Jika utamanya merujuk tuturan 'Pararaton', Tarik agaknya merupakan ibukota pada sepanjang era Dyah Wijaya yg ber-abhiseka Kertarajasa Jayawardhana.
Trowulan, situs terbesar bangunan-bangunan kuno warisan Majapahit yg ditemukan kembali sejauh ini, rupanya adalah ibukota kedua. Kemungkinan menyandang status demikian sejak pertengahan masa pemerintahan Jayanegara, setelah Peristiwa Pemberontakan Kuti.
Trowulan terletak juga di hilir Brantas, sisi selatan bengawan itu. Berseberangan sisi sungai dengan Tarik. Jarak antara keduanya cuma sekitar 23 km.

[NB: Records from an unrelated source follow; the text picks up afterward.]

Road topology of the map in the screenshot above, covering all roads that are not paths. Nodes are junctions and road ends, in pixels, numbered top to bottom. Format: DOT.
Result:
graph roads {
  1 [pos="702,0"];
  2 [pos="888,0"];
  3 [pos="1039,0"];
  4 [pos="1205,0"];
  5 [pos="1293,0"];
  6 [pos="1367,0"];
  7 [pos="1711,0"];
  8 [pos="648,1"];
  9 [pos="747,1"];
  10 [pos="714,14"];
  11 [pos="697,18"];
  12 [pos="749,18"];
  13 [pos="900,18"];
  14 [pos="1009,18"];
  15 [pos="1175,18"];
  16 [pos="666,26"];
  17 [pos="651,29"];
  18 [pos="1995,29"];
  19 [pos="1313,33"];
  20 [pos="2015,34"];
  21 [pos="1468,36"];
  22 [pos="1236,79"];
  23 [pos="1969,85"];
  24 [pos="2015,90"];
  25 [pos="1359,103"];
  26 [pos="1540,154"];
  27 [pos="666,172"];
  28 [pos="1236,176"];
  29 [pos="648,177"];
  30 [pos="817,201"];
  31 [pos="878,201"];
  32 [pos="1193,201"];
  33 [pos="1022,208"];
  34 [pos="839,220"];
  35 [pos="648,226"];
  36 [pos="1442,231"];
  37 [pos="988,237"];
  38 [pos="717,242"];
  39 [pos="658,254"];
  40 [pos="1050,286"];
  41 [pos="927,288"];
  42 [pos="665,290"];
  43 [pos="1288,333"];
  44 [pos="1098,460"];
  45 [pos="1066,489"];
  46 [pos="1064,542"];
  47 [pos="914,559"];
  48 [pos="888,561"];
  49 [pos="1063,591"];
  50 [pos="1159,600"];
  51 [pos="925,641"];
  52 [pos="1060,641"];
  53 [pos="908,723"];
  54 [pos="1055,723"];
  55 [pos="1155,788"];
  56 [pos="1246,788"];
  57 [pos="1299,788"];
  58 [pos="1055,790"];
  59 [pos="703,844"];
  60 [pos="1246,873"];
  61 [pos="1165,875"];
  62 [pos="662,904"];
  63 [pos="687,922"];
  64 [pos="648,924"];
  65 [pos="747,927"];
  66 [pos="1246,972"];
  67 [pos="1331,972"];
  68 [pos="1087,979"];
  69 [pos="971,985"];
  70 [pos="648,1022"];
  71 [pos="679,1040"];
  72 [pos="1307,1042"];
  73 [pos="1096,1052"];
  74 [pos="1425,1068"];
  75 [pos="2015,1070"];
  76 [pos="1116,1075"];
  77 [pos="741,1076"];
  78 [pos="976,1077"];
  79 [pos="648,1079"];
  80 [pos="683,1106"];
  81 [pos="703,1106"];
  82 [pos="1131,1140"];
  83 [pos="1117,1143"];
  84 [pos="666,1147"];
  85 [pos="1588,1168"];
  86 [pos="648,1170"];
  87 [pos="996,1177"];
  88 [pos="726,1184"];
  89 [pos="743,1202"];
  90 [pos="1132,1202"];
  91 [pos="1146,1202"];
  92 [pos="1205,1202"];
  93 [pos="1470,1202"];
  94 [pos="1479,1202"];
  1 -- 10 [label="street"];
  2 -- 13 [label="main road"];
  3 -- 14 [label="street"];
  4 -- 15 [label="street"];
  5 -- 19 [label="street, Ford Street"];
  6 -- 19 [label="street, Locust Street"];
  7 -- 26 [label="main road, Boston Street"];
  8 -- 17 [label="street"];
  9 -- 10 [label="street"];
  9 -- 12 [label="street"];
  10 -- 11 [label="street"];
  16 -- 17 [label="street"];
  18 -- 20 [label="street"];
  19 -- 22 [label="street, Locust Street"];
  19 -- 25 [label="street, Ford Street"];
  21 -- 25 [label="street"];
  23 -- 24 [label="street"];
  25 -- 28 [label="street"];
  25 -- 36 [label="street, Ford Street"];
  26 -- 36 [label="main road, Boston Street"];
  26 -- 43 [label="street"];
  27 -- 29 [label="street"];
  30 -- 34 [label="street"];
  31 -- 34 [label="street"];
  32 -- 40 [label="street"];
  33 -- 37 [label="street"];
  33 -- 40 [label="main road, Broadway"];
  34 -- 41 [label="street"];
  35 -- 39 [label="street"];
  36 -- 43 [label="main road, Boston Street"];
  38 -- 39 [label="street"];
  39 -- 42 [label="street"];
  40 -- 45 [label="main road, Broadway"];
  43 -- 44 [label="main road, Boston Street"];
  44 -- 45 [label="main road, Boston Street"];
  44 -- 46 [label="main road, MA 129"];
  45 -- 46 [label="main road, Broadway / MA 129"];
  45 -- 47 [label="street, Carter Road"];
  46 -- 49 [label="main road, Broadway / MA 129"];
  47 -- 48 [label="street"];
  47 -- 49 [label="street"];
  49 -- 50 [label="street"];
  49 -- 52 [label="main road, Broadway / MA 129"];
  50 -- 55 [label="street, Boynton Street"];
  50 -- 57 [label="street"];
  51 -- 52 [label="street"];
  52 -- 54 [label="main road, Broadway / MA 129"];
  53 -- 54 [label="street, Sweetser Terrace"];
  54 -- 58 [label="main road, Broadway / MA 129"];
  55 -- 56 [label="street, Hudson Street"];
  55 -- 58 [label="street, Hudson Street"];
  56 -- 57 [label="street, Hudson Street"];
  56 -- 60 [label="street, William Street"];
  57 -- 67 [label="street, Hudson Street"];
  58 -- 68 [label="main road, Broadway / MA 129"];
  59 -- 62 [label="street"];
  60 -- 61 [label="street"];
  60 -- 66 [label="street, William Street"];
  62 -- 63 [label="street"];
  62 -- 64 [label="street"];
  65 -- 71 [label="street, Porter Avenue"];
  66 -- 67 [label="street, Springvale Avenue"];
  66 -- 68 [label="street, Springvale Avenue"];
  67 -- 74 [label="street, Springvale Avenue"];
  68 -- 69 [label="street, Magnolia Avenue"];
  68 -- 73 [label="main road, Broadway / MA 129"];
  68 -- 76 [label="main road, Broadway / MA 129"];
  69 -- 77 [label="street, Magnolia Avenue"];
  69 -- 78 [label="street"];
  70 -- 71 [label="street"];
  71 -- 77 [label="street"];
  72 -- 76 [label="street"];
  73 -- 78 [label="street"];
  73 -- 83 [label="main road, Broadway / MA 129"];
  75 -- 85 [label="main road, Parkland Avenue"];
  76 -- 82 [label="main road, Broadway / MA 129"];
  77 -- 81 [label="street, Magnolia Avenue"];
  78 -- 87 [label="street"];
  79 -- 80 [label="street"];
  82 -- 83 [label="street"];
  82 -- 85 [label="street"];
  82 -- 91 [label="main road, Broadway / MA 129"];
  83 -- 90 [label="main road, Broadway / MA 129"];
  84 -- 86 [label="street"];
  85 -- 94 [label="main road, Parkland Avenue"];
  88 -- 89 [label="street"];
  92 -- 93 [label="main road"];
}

Trowulan agaknya bernama asli Antawulan, lokasi di mana candi pendarmaan Jayanegara didirikan ketika maharaja II ini wafat.
Bbrp bangunan warisan Majapahit di Trowulan tunjukkan tentang suatu peradaban yg berminat tinggi sekaligus piawai kelola air:

- Kolam Segaran berikut Balong Bunder & Balong Dowo-nya
- Petirtan Candi Tikus

Blm lagi jika turut menghitung sistem kanal yg konon jg ada di situ.
'Desawarnana'/'Negarakertagama' juga memuat sekuen yg gambarkan orang-orang Majapahit menguasai teknik mendirikan bangunan di atas perairan pantai.
Ini contohnya bisa dilihat dari pesanggrahan yg dibangun Arya Suradikara, penguasa vazal di Patukangan, dekat Panarukan saat ini.
Pesanggrahan tepi pantai tersebut didirikan sebagi lokasi singgah & beristirahat Maharaja Hayam Wuruk serombongannya ketika melakukan muhibah keliling negeri pada 1359 M.
Pesanggrahan tsb tersusun dr wisma-wisma yg didirikan di atas tiang-tiang penyangga tinggi.
Dinding-dinding wisma-wisma itu terbuat dari anyaman bambu. Atap-atapnya dari jalinan rapi ilalang.
Satu wisma dengan lainnya dihubungkan dengan jembatan bambu yang berayun-ayun ketika ditapaki.
Ibukota ketiga & terakhir Majapahit, yg digunakan pd periode surut, ±1478-1527 M, adalah Daha, di atau sekitar kota Kediri saat ini. Terbilang bagian hulu dr Brantas.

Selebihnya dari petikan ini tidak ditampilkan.